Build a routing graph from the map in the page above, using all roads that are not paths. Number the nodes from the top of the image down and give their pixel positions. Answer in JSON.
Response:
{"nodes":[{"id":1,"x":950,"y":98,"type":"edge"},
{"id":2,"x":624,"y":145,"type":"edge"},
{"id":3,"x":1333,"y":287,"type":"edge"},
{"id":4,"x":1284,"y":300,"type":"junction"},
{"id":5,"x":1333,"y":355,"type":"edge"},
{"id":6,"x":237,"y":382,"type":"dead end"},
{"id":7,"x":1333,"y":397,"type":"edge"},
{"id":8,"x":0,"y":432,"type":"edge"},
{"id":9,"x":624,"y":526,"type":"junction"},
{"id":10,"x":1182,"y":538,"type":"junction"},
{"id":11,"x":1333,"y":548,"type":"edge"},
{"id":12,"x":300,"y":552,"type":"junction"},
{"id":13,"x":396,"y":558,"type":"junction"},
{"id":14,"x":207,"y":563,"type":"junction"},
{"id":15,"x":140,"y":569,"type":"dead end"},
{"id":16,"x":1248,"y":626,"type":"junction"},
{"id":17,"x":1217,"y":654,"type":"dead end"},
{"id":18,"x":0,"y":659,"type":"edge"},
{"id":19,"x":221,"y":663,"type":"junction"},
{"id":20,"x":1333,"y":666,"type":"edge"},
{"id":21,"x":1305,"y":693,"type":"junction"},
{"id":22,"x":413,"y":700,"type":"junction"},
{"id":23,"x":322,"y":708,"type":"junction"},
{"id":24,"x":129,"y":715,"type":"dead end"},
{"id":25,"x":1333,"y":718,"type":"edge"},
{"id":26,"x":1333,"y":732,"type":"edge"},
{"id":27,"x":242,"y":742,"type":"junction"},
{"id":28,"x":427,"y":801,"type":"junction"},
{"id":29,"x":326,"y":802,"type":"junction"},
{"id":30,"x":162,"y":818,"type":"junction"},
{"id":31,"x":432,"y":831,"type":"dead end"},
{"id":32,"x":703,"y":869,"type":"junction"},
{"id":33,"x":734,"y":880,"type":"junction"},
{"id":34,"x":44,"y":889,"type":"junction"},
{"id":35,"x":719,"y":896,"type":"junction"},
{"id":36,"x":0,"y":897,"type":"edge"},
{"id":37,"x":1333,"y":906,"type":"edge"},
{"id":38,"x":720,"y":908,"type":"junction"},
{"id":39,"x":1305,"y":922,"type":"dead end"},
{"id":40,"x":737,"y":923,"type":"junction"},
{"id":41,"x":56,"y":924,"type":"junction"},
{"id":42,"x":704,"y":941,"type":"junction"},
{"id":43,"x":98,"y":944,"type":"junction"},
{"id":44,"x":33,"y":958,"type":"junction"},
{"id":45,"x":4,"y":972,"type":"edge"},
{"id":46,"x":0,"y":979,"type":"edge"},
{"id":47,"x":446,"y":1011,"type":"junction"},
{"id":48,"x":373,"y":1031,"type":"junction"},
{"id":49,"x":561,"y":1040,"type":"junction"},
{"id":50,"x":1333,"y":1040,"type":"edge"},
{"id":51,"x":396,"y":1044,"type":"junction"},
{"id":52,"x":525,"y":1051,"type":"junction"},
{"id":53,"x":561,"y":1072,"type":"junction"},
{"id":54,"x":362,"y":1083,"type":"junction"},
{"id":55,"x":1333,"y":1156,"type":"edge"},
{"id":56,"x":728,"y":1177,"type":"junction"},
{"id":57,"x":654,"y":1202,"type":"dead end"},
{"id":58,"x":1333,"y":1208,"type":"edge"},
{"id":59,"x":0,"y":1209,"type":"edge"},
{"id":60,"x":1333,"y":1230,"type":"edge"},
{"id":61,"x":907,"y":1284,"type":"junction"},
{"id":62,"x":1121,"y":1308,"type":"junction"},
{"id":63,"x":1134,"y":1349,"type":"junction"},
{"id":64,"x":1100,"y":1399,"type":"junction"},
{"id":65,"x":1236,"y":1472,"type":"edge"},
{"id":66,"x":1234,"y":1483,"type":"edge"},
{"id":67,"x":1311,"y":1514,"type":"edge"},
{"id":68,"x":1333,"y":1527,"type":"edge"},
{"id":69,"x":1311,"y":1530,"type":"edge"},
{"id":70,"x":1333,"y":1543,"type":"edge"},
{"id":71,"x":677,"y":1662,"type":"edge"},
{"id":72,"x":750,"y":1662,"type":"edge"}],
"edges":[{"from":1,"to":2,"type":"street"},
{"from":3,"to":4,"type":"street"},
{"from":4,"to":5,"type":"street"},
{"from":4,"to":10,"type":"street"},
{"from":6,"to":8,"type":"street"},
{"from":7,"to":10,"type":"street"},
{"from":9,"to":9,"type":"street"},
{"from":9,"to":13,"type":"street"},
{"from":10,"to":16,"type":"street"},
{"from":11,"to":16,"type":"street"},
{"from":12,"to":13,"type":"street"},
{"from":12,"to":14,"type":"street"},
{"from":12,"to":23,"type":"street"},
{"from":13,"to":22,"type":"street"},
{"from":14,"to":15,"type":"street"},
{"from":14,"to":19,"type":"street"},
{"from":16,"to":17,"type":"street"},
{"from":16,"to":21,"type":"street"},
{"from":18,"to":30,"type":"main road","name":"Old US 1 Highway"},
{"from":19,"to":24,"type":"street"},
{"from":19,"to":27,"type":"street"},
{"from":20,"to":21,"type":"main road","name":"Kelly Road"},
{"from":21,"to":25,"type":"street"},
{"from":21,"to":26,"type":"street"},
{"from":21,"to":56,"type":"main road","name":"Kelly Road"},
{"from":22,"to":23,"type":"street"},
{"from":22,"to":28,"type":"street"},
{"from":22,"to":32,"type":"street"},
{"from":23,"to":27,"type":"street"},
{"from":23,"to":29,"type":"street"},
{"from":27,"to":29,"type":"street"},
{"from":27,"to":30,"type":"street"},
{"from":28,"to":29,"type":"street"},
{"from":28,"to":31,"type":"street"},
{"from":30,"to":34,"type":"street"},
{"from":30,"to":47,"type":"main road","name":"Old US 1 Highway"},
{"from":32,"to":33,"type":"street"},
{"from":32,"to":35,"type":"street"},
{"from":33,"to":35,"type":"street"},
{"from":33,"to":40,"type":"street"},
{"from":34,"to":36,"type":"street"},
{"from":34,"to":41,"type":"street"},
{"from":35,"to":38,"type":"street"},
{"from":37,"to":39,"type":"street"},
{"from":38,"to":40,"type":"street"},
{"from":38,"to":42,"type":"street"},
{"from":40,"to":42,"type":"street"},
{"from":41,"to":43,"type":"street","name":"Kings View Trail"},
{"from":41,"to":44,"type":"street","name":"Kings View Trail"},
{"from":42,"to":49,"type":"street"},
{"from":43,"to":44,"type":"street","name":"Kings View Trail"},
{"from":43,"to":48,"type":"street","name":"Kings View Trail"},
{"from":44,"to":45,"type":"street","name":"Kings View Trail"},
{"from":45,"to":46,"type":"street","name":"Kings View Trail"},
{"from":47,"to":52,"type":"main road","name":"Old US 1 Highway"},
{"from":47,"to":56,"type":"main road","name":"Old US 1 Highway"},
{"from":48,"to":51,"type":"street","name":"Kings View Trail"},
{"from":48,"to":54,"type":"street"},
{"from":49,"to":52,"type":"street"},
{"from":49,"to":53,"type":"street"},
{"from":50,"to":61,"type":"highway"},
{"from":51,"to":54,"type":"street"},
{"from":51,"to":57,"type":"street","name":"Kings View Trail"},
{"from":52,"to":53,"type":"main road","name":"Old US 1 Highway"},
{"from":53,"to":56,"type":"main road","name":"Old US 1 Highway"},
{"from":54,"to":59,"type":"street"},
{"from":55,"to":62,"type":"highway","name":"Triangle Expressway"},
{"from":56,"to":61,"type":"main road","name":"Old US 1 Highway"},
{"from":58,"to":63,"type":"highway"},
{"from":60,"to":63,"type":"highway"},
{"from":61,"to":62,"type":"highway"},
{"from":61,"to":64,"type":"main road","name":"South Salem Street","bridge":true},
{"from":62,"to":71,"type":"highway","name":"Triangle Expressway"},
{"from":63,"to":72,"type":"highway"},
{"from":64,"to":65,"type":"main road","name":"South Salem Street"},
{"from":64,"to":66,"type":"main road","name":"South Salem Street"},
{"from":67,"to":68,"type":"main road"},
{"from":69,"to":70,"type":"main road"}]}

---

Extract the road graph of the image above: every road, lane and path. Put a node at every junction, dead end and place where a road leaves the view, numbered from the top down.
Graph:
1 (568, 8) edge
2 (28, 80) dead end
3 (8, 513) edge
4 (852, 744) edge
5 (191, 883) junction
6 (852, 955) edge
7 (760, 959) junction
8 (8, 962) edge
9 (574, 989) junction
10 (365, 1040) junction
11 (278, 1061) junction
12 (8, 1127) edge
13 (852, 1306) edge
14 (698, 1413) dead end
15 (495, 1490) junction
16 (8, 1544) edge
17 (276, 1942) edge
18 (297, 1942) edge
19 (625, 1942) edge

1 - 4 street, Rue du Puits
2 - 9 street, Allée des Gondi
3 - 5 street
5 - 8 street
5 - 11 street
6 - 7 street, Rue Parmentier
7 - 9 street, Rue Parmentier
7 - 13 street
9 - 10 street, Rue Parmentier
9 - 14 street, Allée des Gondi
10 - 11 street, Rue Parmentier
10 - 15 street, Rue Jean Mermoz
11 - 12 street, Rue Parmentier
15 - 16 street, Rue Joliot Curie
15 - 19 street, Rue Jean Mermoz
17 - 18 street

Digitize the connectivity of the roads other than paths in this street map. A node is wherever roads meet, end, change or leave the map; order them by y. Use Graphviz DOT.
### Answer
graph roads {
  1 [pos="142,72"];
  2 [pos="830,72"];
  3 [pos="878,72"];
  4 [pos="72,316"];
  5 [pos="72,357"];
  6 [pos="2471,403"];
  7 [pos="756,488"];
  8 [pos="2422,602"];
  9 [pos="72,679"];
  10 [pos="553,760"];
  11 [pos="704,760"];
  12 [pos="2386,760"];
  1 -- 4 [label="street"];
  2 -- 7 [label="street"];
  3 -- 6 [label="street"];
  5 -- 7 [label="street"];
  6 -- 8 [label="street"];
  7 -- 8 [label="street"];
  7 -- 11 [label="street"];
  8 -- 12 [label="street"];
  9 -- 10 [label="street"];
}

How to complete this task: This task calls for the number of lines in the entries that contain the string "paths", with no accompanying text.

Output below: 2